• **What to produce**:
Each line below that contains the word "hand" must be copied.

• **Stored data**:
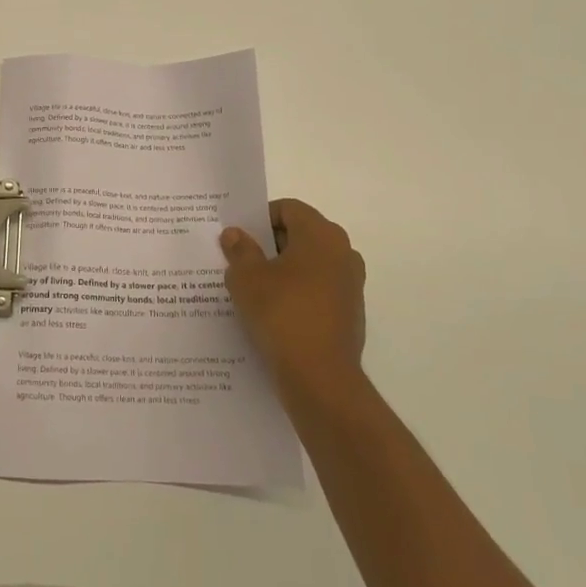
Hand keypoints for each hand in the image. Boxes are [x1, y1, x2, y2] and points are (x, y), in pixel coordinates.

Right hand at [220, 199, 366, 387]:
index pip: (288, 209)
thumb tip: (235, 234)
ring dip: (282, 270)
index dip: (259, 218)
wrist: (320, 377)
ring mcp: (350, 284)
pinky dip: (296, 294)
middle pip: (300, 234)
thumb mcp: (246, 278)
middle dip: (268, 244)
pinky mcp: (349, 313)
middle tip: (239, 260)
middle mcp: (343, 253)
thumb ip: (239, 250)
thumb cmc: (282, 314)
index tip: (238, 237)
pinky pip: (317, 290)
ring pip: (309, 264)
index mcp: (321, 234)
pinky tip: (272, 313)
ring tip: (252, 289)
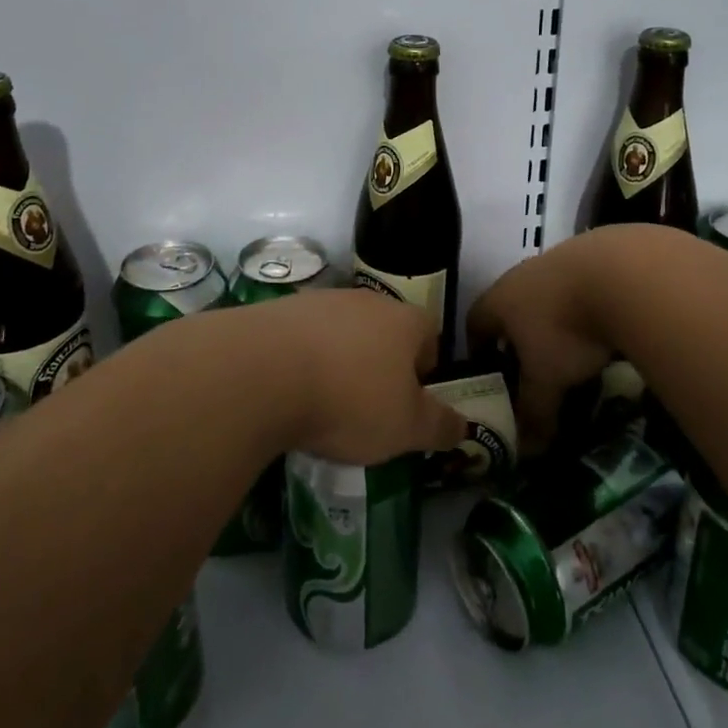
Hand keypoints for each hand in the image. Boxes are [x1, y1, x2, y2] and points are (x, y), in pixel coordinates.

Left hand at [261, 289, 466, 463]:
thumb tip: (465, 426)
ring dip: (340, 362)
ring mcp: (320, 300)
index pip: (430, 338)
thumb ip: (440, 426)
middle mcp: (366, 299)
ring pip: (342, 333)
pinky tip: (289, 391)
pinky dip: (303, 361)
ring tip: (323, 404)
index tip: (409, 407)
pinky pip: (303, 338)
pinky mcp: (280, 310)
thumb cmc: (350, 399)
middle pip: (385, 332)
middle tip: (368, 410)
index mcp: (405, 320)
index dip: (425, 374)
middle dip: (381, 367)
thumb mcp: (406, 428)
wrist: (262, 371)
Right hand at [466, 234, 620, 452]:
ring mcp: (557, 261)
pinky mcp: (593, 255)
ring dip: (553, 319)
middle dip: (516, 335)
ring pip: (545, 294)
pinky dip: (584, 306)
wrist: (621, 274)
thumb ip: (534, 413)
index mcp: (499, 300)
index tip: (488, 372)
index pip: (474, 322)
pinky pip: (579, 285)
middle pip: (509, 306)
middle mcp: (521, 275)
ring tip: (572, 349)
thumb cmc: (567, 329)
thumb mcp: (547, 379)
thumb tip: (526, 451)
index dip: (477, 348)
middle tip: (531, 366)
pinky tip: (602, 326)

• **Answer to the problem**:
Hand keypoints for each hand in the image. Boxes are [x1, y1, x2, y2] and points are (x, y), in pixel coordinates.
Right hand at [220, 199, 366, 387]:
Hand keypoints for each hand in the image. Boxes are [x1, y1, x2, y2] and points are (x, y), in pixel coordinates.
Left hand at [261, 289, 466, 463]:
Right hand at [466, 234, 620, 452]:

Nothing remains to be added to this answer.